1 A conversão das terras indígenas em fronteira camponesa

No princípio, as terras e matas da atual região do Araguaia paraense eram habitadas e exploradas somente pelos índios. Antes da chegada dos primeiros criadores maranhenses aos campos naturais dos rios Pau D'Arco e Arraias, principais afluentes da margem esquerda do rio Araguaia no Sul do Pará, lá viviam os índios Kayapó. Pertencentes à ramificação das tribos de língua Jê e, por causa do sistema de vida essencialmente nômade que levavam, habituados às constantes correrias pela zona dos rios Araguaia e Xingu, evitando ou mesmo revidando os constantes ataques dos colonizadores, os Kayapó constituíram diferentes aldeias nos locais em que estiveram.

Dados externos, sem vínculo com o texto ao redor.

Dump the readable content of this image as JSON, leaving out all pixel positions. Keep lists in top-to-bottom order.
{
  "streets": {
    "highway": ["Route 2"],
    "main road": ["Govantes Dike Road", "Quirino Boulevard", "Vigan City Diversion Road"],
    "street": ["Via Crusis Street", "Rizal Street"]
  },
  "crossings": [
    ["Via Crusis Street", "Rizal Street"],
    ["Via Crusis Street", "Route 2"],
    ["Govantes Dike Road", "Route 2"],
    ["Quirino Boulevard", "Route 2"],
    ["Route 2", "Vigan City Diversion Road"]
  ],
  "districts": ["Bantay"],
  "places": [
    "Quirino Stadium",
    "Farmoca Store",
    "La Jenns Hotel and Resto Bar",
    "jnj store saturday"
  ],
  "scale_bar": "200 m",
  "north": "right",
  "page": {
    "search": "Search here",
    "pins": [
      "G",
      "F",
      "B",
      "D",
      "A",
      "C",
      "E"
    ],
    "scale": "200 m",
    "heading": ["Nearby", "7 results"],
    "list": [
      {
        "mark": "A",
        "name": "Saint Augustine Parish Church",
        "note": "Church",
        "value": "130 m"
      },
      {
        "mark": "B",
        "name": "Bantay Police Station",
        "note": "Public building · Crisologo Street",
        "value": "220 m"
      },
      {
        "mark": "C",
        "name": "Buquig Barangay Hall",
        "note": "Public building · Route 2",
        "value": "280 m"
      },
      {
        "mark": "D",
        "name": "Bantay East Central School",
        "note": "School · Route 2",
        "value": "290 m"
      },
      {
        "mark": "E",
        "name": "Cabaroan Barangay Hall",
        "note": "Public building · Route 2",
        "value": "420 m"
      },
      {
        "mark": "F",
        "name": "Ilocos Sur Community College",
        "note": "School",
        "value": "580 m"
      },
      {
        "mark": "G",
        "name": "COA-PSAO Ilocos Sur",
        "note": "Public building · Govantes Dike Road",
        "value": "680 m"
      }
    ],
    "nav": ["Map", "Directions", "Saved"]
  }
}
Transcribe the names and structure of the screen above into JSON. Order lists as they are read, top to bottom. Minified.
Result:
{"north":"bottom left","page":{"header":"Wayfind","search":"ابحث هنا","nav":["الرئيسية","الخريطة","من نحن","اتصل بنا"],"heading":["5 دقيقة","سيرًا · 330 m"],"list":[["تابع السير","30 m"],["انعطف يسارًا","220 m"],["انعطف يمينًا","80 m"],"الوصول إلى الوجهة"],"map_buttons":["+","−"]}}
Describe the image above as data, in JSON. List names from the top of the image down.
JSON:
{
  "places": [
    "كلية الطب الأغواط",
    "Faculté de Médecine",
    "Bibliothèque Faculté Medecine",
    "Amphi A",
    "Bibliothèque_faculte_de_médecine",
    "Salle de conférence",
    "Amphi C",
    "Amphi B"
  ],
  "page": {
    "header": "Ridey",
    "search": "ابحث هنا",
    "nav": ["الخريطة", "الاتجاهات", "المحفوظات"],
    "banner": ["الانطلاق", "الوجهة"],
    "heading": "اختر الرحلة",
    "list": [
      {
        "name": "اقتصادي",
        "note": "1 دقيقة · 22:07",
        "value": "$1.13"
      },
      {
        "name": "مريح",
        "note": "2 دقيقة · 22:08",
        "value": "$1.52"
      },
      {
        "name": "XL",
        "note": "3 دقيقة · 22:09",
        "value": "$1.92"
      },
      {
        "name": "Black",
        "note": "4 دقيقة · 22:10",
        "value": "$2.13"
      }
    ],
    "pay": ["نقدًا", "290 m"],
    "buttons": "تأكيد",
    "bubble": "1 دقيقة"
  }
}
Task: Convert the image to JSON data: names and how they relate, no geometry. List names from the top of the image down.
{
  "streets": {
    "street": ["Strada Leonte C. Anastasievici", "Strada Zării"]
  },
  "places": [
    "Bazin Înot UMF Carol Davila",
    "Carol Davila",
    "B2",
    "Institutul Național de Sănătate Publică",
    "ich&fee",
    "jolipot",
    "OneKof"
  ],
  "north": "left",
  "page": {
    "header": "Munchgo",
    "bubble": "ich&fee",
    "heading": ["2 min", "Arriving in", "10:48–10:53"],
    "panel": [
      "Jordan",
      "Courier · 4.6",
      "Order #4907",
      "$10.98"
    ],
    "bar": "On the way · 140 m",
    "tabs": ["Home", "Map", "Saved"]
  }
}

Na região estudada (Figura 1), existiam três grupos ou subtribos Kayapó: os Kradaú ou Irã Aimrare, atualmente extintos, habitavam os campos naturais de Conceição do Araguaia, que se estendiam desde as orlas do rio Arraias, passando pelo Pau D'Arco e indo até os começos da mata geral do Xingu, e eram assistidos pela missão dominicana pioneira da fundação da cidade de Conceição do Araguaia1; os Gorotire, pacificados em 1936, hoje vivem em sua grande maioria no Posto Gorotire, situado às margens do rio Fresco, afluente do Xingu, em contato permanente com os civilizados; os Kuben-Kran-Kegn, pacificados em 1952 (BELLIZI, 1958, p. 141-143), vivem atualmente nas proximidades da cachoeira da fumaça, formada pelo Riozinho, afluente do rio Fresco.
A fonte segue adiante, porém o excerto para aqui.